Within the records, which lines hold the string "rect"? Report each one by copying it.

(Collected data)
.....

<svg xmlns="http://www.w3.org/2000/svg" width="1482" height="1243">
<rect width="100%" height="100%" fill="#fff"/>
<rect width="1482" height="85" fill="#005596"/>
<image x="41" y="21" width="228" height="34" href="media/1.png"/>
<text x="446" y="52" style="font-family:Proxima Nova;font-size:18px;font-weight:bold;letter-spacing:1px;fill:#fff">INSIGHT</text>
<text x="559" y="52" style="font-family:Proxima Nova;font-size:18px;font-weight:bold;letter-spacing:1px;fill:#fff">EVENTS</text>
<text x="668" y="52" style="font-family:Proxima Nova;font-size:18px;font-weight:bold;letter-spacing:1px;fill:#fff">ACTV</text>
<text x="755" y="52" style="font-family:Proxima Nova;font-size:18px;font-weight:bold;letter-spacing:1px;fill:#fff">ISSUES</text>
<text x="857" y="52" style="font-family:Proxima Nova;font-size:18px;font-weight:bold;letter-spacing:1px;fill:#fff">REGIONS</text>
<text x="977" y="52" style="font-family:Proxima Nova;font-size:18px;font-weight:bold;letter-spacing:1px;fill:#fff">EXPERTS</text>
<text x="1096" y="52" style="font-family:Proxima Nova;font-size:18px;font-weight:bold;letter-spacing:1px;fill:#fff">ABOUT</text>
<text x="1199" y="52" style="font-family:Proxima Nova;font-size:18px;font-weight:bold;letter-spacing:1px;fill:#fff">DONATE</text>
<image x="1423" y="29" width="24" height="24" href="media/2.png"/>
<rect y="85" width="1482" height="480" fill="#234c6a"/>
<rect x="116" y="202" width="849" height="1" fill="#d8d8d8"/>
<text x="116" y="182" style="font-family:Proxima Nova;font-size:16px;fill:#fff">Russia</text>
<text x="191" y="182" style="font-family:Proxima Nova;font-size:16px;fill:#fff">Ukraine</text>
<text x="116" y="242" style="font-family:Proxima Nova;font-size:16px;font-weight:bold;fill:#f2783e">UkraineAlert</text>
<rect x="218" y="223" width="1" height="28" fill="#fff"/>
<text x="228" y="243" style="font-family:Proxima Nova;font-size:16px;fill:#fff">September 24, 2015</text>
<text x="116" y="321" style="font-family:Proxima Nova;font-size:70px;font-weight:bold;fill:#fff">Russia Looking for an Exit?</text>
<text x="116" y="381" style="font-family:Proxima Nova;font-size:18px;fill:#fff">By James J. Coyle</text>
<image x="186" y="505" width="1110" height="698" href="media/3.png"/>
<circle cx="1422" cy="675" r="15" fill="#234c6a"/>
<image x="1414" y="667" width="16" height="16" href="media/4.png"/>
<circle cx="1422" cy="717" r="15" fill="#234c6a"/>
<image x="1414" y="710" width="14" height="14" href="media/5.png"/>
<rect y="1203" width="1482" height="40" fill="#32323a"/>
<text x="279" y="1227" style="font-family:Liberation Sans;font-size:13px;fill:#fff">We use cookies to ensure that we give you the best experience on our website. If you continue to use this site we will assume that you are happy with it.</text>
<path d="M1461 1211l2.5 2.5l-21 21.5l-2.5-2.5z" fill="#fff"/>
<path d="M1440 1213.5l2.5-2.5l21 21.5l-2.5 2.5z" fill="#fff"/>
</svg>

.....

_TASK SOLUTION_.
<rect width="100%" height="100%" fill="#fff"/>
<rect width="1482" height="85" fill="#005596"/>
<rect y="85" width="1482" height="480" fill="#234c6a"/>
<rect x="116" y="202" width="849" height="1" fill="#d8d8d8"/>
<rect x="218" y="223" width="1" height="28" fill="#fff"/>
<rect y="1203" width="1482" height="40" fill="#32323a"/>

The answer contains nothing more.